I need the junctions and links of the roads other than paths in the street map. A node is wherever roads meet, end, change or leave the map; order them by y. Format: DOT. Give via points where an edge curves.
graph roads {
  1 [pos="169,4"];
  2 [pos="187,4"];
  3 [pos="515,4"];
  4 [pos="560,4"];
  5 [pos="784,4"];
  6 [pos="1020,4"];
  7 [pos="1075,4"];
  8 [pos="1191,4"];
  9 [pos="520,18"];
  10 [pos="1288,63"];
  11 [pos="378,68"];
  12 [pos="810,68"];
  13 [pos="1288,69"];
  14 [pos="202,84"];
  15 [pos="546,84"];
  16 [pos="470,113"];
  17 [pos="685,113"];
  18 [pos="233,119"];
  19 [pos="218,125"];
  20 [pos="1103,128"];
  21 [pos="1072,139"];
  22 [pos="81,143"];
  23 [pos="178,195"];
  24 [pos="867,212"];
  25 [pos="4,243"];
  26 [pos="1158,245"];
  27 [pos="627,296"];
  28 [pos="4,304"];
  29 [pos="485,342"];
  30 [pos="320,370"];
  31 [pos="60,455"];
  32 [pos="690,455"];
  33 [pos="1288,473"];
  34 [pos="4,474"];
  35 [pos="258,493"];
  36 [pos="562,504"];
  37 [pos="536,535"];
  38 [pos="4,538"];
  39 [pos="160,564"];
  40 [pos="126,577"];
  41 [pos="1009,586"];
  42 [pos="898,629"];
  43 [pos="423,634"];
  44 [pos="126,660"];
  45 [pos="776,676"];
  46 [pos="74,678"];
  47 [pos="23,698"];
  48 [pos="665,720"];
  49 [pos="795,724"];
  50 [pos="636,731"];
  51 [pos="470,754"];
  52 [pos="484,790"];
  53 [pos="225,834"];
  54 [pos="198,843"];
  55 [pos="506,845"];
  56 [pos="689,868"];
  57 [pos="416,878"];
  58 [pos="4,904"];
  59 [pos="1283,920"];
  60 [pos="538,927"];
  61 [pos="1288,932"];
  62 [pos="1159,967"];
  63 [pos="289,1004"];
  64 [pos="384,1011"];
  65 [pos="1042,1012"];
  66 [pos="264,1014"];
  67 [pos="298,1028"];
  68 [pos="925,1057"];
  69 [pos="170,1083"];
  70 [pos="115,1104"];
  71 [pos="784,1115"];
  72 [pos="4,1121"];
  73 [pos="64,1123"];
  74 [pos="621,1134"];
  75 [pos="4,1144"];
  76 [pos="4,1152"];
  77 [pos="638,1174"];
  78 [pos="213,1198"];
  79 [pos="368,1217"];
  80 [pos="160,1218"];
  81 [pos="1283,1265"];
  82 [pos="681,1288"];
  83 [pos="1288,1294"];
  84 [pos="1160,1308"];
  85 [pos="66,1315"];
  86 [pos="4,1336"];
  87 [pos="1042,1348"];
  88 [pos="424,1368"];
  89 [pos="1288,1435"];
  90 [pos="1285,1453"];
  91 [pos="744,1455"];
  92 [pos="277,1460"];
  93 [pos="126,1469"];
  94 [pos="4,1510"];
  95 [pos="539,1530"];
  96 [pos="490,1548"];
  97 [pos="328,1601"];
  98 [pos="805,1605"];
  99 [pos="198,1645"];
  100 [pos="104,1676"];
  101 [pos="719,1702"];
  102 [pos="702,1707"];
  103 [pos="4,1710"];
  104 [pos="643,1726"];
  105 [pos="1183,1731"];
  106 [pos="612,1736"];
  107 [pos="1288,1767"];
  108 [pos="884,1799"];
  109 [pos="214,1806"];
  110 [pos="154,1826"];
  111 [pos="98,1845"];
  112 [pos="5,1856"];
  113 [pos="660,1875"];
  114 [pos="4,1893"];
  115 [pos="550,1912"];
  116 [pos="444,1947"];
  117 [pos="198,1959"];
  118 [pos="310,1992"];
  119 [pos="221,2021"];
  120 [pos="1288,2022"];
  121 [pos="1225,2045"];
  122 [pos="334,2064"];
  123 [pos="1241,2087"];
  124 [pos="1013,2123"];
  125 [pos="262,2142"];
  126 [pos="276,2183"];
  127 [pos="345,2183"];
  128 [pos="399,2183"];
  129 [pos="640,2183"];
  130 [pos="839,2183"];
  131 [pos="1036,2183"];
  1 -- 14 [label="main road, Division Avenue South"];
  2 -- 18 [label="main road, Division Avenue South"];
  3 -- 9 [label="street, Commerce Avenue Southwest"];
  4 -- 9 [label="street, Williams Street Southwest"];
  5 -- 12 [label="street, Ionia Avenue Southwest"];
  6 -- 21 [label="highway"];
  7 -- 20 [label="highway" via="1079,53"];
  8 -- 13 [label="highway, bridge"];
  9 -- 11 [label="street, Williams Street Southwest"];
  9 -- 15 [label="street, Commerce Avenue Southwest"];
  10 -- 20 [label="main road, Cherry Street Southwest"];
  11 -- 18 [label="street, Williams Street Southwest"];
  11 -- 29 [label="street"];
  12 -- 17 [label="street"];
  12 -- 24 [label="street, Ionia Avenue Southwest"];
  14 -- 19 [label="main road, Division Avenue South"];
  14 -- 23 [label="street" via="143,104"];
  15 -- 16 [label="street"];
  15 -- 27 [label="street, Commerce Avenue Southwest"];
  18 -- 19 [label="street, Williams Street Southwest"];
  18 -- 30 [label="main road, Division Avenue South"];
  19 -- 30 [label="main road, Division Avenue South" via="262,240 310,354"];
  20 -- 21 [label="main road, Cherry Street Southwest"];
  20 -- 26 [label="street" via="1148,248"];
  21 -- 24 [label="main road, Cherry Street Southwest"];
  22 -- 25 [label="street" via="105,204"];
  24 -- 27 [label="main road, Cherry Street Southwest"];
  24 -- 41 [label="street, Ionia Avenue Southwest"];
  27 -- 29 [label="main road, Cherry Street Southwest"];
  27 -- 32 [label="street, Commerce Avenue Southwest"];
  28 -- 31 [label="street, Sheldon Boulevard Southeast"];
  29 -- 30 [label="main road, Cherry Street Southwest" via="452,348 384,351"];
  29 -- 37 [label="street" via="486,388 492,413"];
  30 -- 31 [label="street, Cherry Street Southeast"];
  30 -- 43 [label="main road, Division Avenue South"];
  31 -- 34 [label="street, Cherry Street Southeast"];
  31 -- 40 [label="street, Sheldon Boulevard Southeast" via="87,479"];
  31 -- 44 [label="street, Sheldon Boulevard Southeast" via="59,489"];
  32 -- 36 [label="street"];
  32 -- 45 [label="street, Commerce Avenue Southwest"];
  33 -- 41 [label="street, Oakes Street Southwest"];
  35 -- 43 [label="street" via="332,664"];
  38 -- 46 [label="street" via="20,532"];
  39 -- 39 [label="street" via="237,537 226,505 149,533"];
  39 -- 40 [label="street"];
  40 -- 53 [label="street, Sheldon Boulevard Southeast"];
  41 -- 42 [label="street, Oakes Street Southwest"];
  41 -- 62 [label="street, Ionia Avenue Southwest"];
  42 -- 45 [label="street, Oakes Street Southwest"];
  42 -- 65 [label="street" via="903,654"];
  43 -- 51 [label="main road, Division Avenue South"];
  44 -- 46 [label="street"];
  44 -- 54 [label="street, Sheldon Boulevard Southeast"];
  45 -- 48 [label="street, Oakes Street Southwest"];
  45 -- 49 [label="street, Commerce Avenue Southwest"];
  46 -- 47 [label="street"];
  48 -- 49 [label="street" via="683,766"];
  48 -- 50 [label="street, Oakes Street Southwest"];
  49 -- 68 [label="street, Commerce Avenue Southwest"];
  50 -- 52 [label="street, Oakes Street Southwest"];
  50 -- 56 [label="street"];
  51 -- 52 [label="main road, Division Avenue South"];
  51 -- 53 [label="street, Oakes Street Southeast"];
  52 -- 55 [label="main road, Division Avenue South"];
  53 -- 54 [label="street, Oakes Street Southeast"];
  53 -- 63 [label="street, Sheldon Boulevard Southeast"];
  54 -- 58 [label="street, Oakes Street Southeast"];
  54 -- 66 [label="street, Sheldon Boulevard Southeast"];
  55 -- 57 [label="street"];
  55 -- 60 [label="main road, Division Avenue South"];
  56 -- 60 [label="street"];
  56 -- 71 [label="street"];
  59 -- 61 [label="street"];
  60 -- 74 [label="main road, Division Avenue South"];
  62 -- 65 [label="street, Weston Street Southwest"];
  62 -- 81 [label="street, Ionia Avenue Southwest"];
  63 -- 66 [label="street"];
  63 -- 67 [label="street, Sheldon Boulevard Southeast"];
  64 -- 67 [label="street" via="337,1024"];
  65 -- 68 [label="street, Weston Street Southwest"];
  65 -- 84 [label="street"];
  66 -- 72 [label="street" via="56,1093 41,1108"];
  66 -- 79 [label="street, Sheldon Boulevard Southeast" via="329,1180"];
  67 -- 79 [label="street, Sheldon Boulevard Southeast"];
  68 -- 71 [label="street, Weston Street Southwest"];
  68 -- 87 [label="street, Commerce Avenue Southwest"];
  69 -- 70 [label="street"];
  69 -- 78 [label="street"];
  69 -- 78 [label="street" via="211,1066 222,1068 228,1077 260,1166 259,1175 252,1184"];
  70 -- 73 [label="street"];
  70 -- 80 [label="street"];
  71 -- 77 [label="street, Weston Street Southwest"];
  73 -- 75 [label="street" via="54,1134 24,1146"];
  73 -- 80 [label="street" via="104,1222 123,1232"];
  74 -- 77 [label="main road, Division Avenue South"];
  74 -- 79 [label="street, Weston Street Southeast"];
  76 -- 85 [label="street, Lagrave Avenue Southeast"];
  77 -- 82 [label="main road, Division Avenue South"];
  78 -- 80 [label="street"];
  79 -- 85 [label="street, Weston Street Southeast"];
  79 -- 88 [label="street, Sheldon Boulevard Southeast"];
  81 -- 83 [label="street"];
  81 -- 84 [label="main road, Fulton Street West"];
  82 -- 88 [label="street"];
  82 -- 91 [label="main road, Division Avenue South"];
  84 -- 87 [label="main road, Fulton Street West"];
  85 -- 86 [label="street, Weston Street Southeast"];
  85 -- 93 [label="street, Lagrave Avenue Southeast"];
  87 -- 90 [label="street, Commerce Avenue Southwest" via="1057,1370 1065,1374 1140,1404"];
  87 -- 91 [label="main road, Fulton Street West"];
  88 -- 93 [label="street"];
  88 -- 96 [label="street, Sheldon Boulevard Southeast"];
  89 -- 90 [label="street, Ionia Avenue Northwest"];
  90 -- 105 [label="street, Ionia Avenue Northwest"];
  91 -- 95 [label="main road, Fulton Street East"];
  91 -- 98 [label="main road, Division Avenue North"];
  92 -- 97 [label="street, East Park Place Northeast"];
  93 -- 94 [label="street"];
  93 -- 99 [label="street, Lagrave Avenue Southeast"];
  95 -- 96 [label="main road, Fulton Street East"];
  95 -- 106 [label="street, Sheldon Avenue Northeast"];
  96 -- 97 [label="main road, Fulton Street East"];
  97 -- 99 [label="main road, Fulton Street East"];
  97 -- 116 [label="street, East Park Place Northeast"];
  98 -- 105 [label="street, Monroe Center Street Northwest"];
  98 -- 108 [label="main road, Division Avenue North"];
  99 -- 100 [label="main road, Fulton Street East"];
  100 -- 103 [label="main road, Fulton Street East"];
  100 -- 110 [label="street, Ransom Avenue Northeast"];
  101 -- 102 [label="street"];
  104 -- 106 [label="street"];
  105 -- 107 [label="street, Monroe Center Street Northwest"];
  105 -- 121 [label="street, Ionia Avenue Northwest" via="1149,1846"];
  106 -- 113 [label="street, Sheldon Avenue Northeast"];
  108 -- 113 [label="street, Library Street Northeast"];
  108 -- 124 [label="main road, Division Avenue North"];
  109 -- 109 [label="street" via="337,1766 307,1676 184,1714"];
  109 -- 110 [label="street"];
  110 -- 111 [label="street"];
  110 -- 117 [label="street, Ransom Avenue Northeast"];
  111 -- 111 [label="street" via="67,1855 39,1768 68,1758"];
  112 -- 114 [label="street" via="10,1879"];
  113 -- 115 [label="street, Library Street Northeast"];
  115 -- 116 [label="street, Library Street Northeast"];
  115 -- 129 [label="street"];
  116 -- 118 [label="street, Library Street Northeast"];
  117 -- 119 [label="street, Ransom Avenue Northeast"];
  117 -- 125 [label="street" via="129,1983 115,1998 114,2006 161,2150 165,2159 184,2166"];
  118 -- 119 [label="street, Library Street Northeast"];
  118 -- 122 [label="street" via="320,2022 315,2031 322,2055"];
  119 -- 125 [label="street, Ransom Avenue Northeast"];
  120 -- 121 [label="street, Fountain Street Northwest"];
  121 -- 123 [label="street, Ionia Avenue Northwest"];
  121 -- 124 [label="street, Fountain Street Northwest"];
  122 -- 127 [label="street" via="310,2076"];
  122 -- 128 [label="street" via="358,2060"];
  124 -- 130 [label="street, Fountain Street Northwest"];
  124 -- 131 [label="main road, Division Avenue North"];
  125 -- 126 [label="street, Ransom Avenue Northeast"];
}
▬▬▬▬▬▬
> INSTRUCTIONS TO FOLLOW:
Check each line of the material for the word "Library". Copy the ones that have it.

> TASK SOLUTION:
  108 -- 113 [label="street, Library Street Northeast"];
  113 -- 115 [label="street, Library Street Northeast"];
  115 -- 116 [label="street, Library Street Northeast"];
  116 -- 118 [label="street, Library Street Northeast"];
  118 -- 119 [label="street, Library Street Northeast"];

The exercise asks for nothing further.